**Problem requirements:**
In the entries below, find every line holding the string "Avenue" and collect it.

**Supplied material:**

=== Begin Enclosure ===

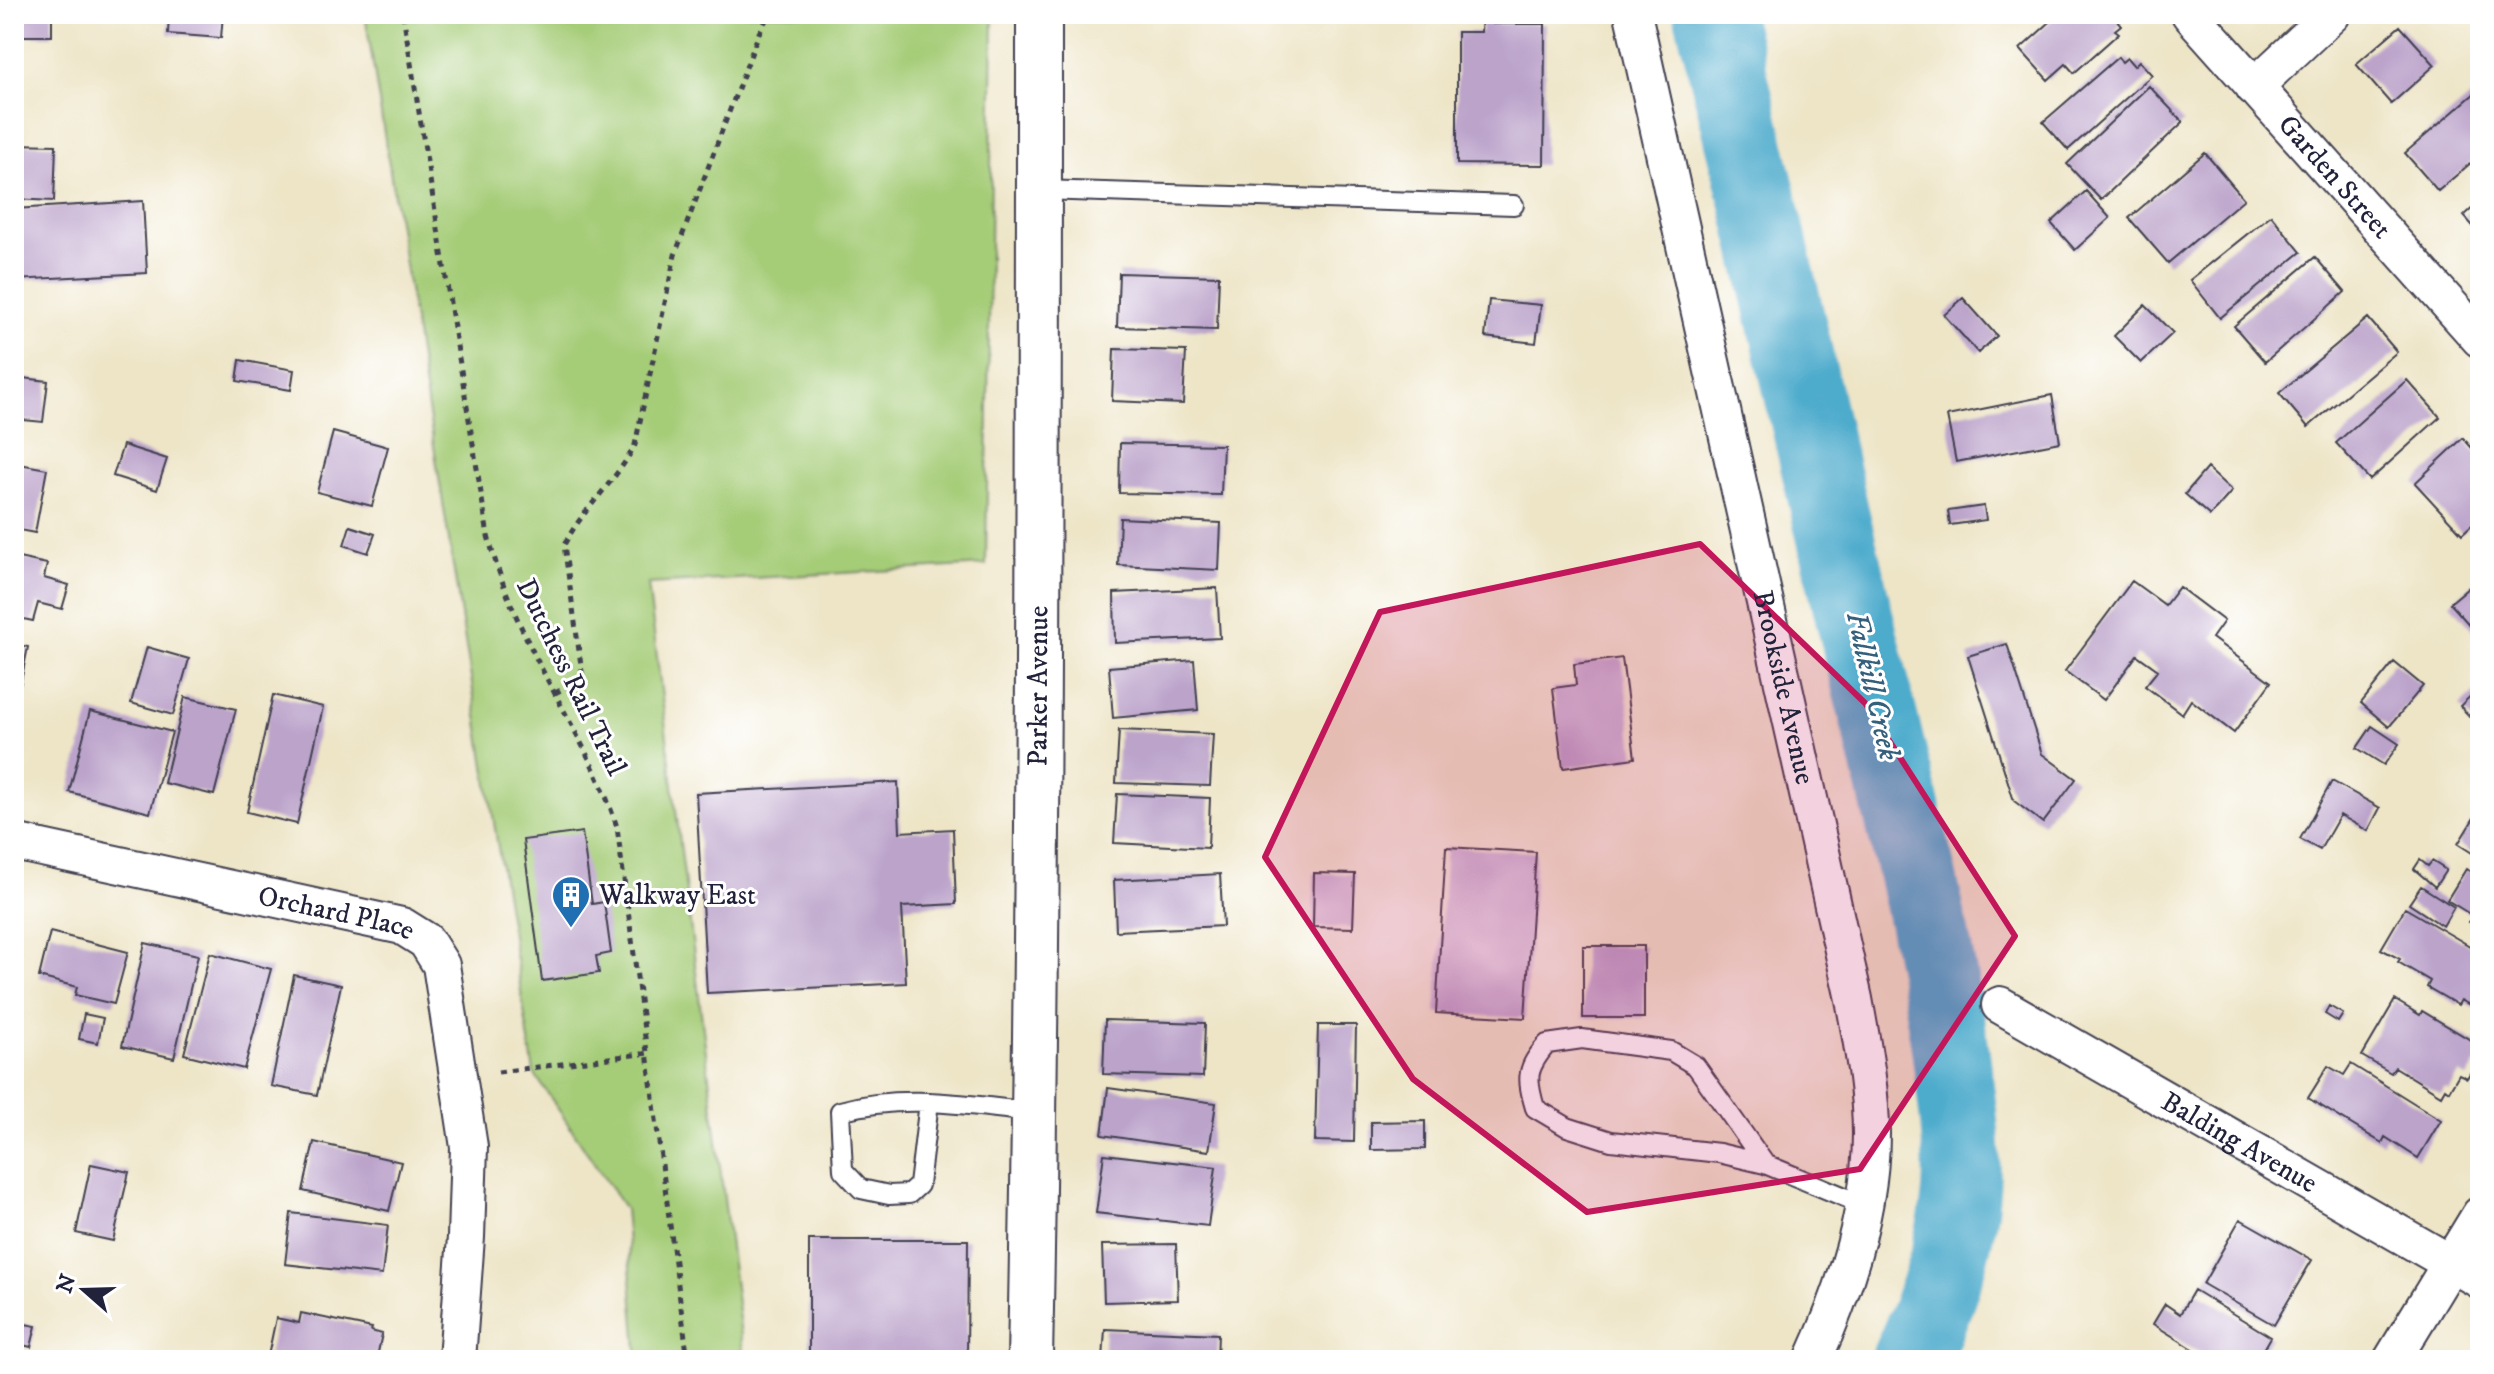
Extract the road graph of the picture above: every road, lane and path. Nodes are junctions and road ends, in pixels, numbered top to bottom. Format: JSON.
{"nodes":[{"id":1,"x":403,"y":14,"type":"edge"},
{"id":2,"x":769,"y":14,"type":"edge"},
{"id":3,"x":1039,"y":14,"type":"edge"},
{"id":4,"x":1633,"y":14,"type":"edge"},
{"id":5,"x":2190,"y":14,"type":"edge"},
{"id":6,"x":2332,"y":14,"type":"edge"},
{"id":7,"x":2254,"y":87,"type":"junction"},
{"id":8,"x":1040,"y":190,"type":"junction"},
{"id":9,"x":1514,"y":205,"type":"dead end"},
{"id":10,"x":2480,"y":339,"type":"edge"},
{"id":11,"x":555,"y":693,"type":"junction"},
{"id":12,"x":14,"y":842,"type":"edge"},
{"id":13,"x":2000,"y":1005,"type":"dead end"},
{"id":14,"x":648,"y":1053,"type":"junction"},
{"id":15,"x":498,"y":1072,"type":"dead end"},
{"id":16,"x":929,"y":1102,"type":"junction"},
{"id":17,"x":1035,"y":1112,"type":"junction"},
{"id":18,"x":1765,"y":1164,"type":"junction"},
{"id":19,"x":1864,"y":1205,"type":"junction"},
{"id":20,"x":2480,"y":1215,"type":"edge"},
{"id":21,"x":2465,"y":1272,"type":"edge"},
{"id":22,"x":457,"y":1360,"type":"edge"},
{"id":23,"x":688,"y":1360,"type":"edge"},
{"id":24,"x":1030,"y":1360,"type":"edge"},
{"id":25,"x":1813,"y":1360,"type":"edge"},
{"id":26,"x":2392,"y":1360,"type":"edge"}],
"edges":[{"from":1,"to":11,"type":"path","name":"Dutchess Rail Trail"},
{"from":2,"to":11,"type":"path"},
{"from":3,"to":8,"type":"main road","name":"Parker Avenue"},
{"from":4,"to":19,"type":"street","name":"Brookside Avenue"},
{"from":5,"to":7,"type":"street","name":"Garden Street"},
{"from":6,"to":7,"type":"street"},
{"from":7,"to":10,"type":"street","name":"Garden Street"},
{"from":8,"to":9,"type":"lane"},
{"from":8,"to":17,"type":"main road","name":"Parker Avenue"},
{"from":11,"to":14,"type":"path","name":"Dutchess Rail Trail"},
{"from":12,"to":22,"type":"street","name":"Orchard Place"},
{"from":13,"to":21,"type":"street","name":"Balding Avenue"},
{"from":14,"to":15,"type":"path"},
{"from":14,"to":23,"type":"path","name":"Dutchess Rail Trail"},
{"from":16,"to":16,"type":"lane"},
{"from":16,"to":17,"type":"lane"},
{"from":17,"to":24,"type":"main road","name":"Parker Avenue"},
{"from":18,"to":18,"type":"lane"},
{"from":18,"to":19,"type":"lane"},
{"from":19,"to":25,"type":"street","name":"Brookside Avenue"},
{"from":20,"to":21,"type":"street"},
{"from":21,"to":26,"type":"street"}]}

=== End Enclosure ===

**Written response:**
{"from":3,"to":8,"type":"main road","name":"Parker Avenue"},
{"from":4,"to":19,"type":"street","name":"Brookside Avenue"},
{"from":8,"to":17,"type":"main road","name":"Parker Avenue"},
{"from":13,"to":21,"type":"street","name":"Balding Avenue"},
{"from":17,"to":24,"type":"main road","name":"Parker Avenue"},
{"from":19,"to":25,"type":"street","name":"Brookside Avenue"},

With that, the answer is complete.